4

I was reading relational algebra from one of the textbook. I came across DIVIDE operation. From Wikipedia:

The division is a binary operation that is written as R ÷ S. The result consists of the restrictions of tuples in R to the attribute names unique to R, i.e., in the header of R but not in the header of S, for which it holds that all their combinations with tuples in S are present in R.

Thus if R is:

+----+----+
| A  | B  |
+----+----+
| a1 | b1 |
| a2 | b1 |
| a3 | b1 |
| a4 | b1 |
| a1 | b2 |
| a3 | b2 |
| a2 | b3 |
| a3 | b3 |
| a4 | b3 |
| a1 | b4 |
| a2 | b4 |
| a3 | b4 |
+----+----+

and S is:

+----+
| A  |
+----+
| a1 |
| a2 |
| a3 |
+----+

then the output should be:

+----+
| B  |
+----+
| b1 |
| b4 |
+----+

Now the book gives relational equivalent steps to calculate DIVIDE operations as below.
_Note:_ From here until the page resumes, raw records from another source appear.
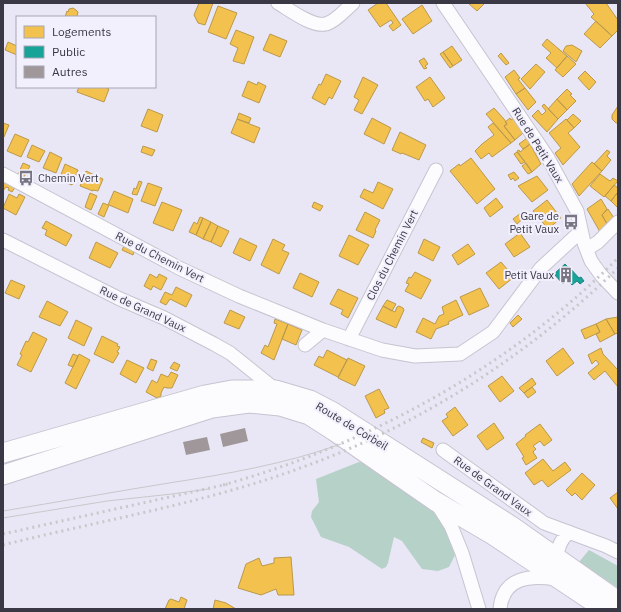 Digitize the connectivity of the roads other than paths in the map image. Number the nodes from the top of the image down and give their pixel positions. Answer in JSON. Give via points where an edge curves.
{"nodes":[{"id":1,"x":278,"y":3,"type":"edge"},
{"id":2,"x":353,"y":3,"type":"edge"},
{"id":3,"x":443,"y":3,"type":"edge"},
{"id":4,"x":436,"y":170,"type":"dead end"},
{"id":5,"x":3,"y":174,"type":"edge"},
{"id":6,"x":618,"y":222,"type":"edge"},
{"id":7,"x":581,"y":231,"type":"junction"},
{"id":8,"x":3,"y":240,"type":"edge"},
{"id":9,"x":587,"y":249,"type":"junction"},
{"id":10,"x":618,"y":293,"type":"edge"},
{"id":11,"x":323,"y":330,"type":"junction"},
{"id":12,"x":349,"y":339,"type":"junction"},
{"id":13,"x":305,"y":345,"type":"dead end"},
{"id":14,"x":276,"y":390,"type":"junction"},
{"id":15,"x":443,"y":450,"type":"dead end"},
{"id":16,"x":378,"y":451,"type":"junction"},
{"id":17,"x":3,"y":453,"type":"edge"},
{"id":18,"x":3,"y":475,"type":"edge"},
{"id":19,"x":435,"y":501,"type":"junction"},
{"id":20,"x":544,"y":522,"type":"junction"},
{"id":21,"x":513,"y":527,"type":"junction"},
{"id":22,"x":569,"y":532,"type":"junction"},
{"id":23,"x":618,"y":552,"type":"edge"},
{"id":24,"x":556,"y":557,"type":"junction"},
{"id":25,"x":559,"y":580,"type":"junction"},
{"id":26,"x":618,"y":601,"type":"edge"},
{"id":27,"x":479,"y":609,"type":"edge"},
{"id":28,"x":500,"y":609,"type":"edge"},
{"id":29,"x":604,"y":609,"type":"edge"}],
"edges":[{"from":1,"to":2,"type":"street","via":[[304,19],[325,24]]},
{"from":3,"to":7,"type":"street","name":"Rue de Petit Vaux","via":[[548,158],[577,211]]},
{"from":4,"to":12,"type":"street","name":"Clos du Chemin Vert"},
{"from":5,"to":11,"type":"street","name":"Rue du Chemin Vert","via":[[179,268]]},
{"from":6,"to":9,"type":"street"},
{"from":7,"to":9,"type":"street","name":"Rue de Petit Vaux"},
{"from":7,"to":12,"type":"street","name":"Rue du Chemin Vert","via":[[541,268],[492,332],[460,354],[416,356],[382,350]]},
{"from":8,"to":14,"type":"street","name":"Rue de Grand Vaux","via":[[220,347]]},
{"from":9,"to":10,"type":"street","name":"Rue de Petit Vaux","via":[[594,266]]},
{"from":11,"to":12,"type":"street","name":"Rue du Chemin Vert"},
{"from":11,"to":13,"type":"street"},
{"from":14,"to":16,"type":"main road","name":"Route de Corbeil","via":[[310,400],[333,412]]},
{"from":14,"to":17,"type":"main road","name":"Route de Corbeil","via":[[232,390],[205,395]]},
{"from":15,"to":20,"type":"street","name":"Rue de Grand Vaux"},
{"from":16,"to":18,"type":"main road","name":"Route de Corbeil","via":[[309,415],[280,406],[249,403],[212,408]]},
{"from":16,"to":19,"type":"main road","name":"Route de Corbeil"},
{"from":16,"to":21,"type":"main road","name":"Route de Corbeil"},
{"from":19,"to":25,"type":"main road","name":"Route de Corbeil","via":[[493,535]]},
{"from":19,"to":27,"type":"street","via":[[460,546]]},
{"from":20,"to":21,"type":"street","name":"Rue de Grand Vaux"},
{"from":20,"to":22,"type":"street","name":"Rue de Grand Vaux"},
{"from":21,"to":24,"type":"main road","name":"Route de Corbeil"},
{"from":22,"to":23,"type":"street","name":"Rue de Grand Vaux"},
{"from":22,"to":24,"type":"street","via":[[557,547]]},
{"from":24,"to":26,"type":"main road","name":"Route de Corbeil"},
{"from":25,"to":28,"type":"street","via":[[539,577],[520,579],[506,589]]},
{"from":25,"to":29,"type":"main road","name":"Route de Corbeil"}]} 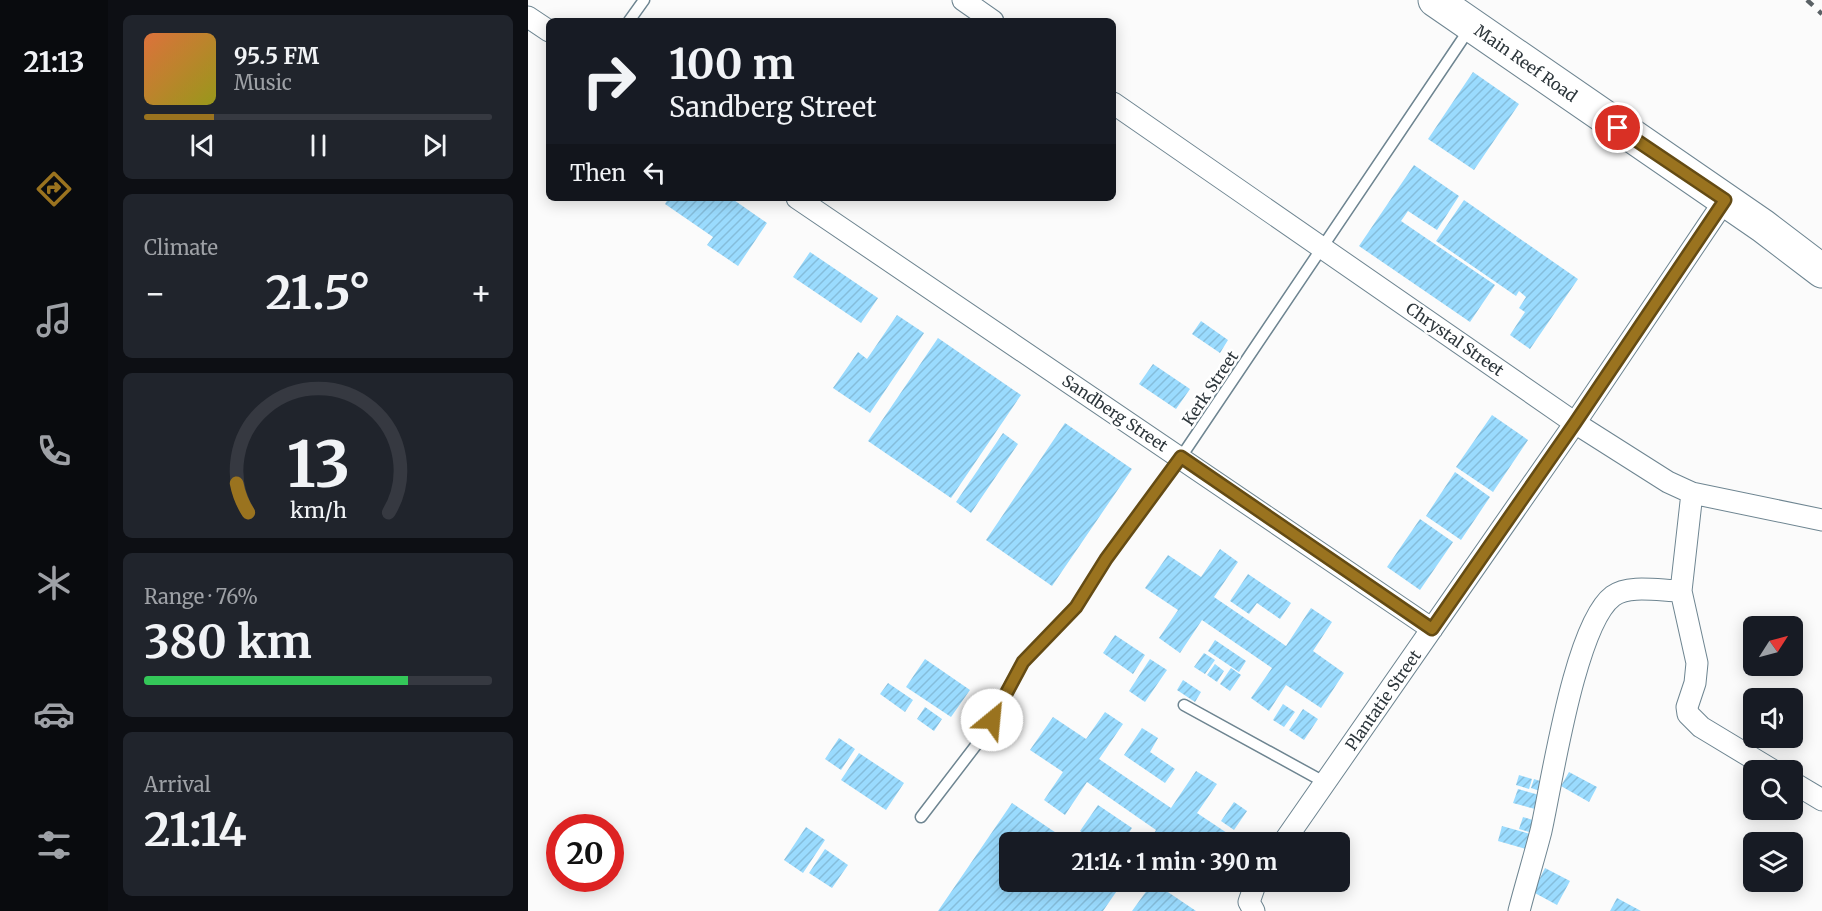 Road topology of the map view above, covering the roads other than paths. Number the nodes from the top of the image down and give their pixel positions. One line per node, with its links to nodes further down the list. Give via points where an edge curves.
1 (644, 0): 5 (lane)
2 (963, 0): 6 (street)
3 (1435, 0): 7 (main road, Main Reef Road)
4 (528, 17): 8 (street)
5 (631, 18)
6 (989, 18)
7 (1472, 26): 10 (main road, Main Reef Road); 12 (lane, Kerk Street)
8 (546, 29)
9 (1116, 105): 12 (street, Chrystal Street)
10 (1725, 200): 13 (main road, Main Reef Road); 14 (street, Plantatie Street)
11 (801, 201): 15 (street, Sandberg Street)
12 (1324, 248): 14 (street, Chrystal Street); 15 (lane, Kerk Street)
13 (1822, 271)
14 (1575, 423): 16 (street, Chrystal Street); 19 (street, Plantatie Street)
15 (1181, 457): 19 (street, Sandberg Street); 25 (lane, Kerk Street, via 1076,607 1023,662 980,740)
16 (1692, 493): 17 (street, Chrystal Street); 18 (street)
17 (1822, 520)
18 (1681, 591): 21 (street, via 1697,663 1688,714 1701,727); 29 (street, via 1620,592 1608,601 1598,618 1566,707)
19 (1432, 629): 22 (street, Plantatie Street)
20 (1184, 705): 22 (lane)
21 (1756, 760)
22 (1326, 783): 26 (street, Plantatie Street)
23 (1803, 789): 24 (street)
24 (1822, 800)
25 (921, 817)
26 (1292, 832)
27 (1252, 892): 28 (street, via 1249,902)
28 (1254, 911)
29 (1519, 911)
I am trying to immitate it exactly in SQL Server, but out of direction

  T1 ← πBR                //that is SELECT A FROM R
  T2 ← πB((S x T1) - R)   //SxT1 can simply be done as SELECT * FROM S,T1                                     
  T ← T1 - T2                        
Andrey Morozov
  • 7,839
  • 5
  • 53
  • 75
Mahesha999
  • 22,693
  • 29
  • 116
  • 189

2 Answers2

3

You have an inaccuracy in the formula. In your particular case you need projection on B instead of projection on A otherwise how the B attribute would appear in the result?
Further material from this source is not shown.